What the task requires | Return the lines below in which the string "Muñoz" occurs.

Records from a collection
=== Begin Enclosure ===
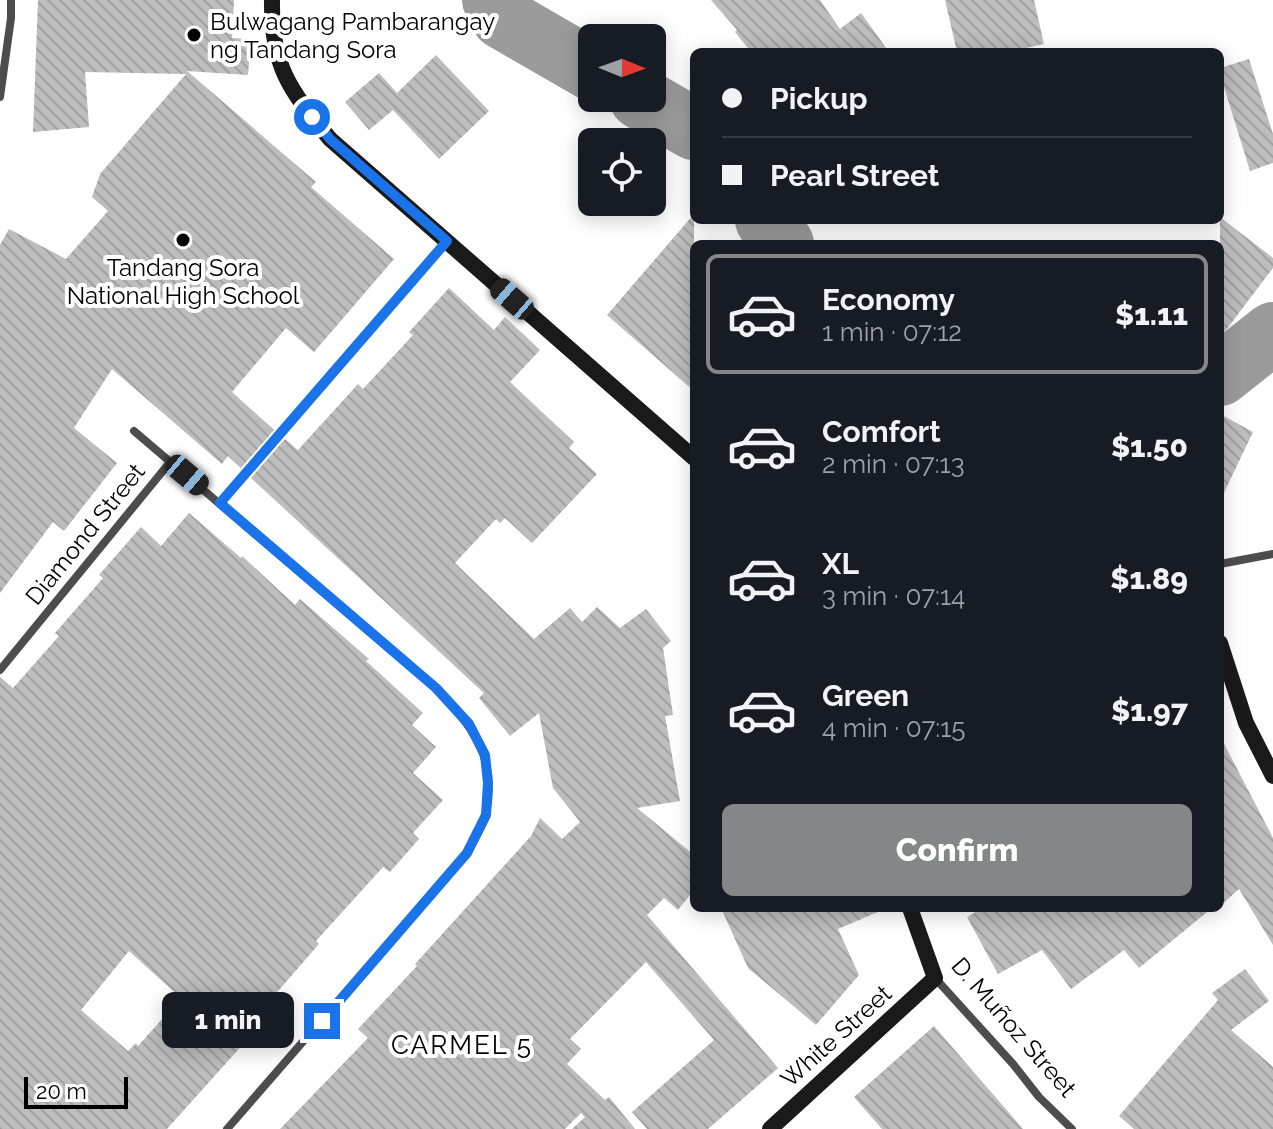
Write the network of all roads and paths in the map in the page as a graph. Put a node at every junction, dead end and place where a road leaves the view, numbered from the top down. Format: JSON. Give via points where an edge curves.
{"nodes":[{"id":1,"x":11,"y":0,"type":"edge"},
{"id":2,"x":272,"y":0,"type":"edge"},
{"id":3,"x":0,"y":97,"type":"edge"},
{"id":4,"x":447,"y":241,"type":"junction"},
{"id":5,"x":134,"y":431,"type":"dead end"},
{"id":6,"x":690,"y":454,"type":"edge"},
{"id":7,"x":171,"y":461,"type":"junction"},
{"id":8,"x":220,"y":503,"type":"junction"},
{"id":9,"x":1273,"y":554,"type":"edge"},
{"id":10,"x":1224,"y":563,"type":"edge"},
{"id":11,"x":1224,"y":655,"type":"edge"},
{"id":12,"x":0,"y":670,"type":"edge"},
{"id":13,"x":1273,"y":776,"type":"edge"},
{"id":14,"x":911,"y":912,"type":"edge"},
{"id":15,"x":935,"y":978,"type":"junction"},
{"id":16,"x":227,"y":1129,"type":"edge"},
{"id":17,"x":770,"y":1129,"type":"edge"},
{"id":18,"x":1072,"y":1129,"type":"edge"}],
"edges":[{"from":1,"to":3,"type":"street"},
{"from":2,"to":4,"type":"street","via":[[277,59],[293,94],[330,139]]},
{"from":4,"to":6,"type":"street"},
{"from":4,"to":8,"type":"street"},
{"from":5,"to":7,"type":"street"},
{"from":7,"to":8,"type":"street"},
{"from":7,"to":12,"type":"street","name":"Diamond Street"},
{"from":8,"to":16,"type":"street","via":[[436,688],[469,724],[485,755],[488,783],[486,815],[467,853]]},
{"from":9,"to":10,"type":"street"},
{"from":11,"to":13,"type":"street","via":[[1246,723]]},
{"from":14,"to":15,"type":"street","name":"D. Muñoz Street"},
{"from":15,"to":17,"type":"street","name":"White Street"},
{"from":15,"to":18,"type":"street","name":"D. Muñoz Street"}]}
=== End Enclosure ===
Exercise solution |
{"from":14,"to":15,"type":"street","name":"D. Muñoz Street"},
{"from":15,"to":18,"type":"street","name":"D. Muñoz Street"}]}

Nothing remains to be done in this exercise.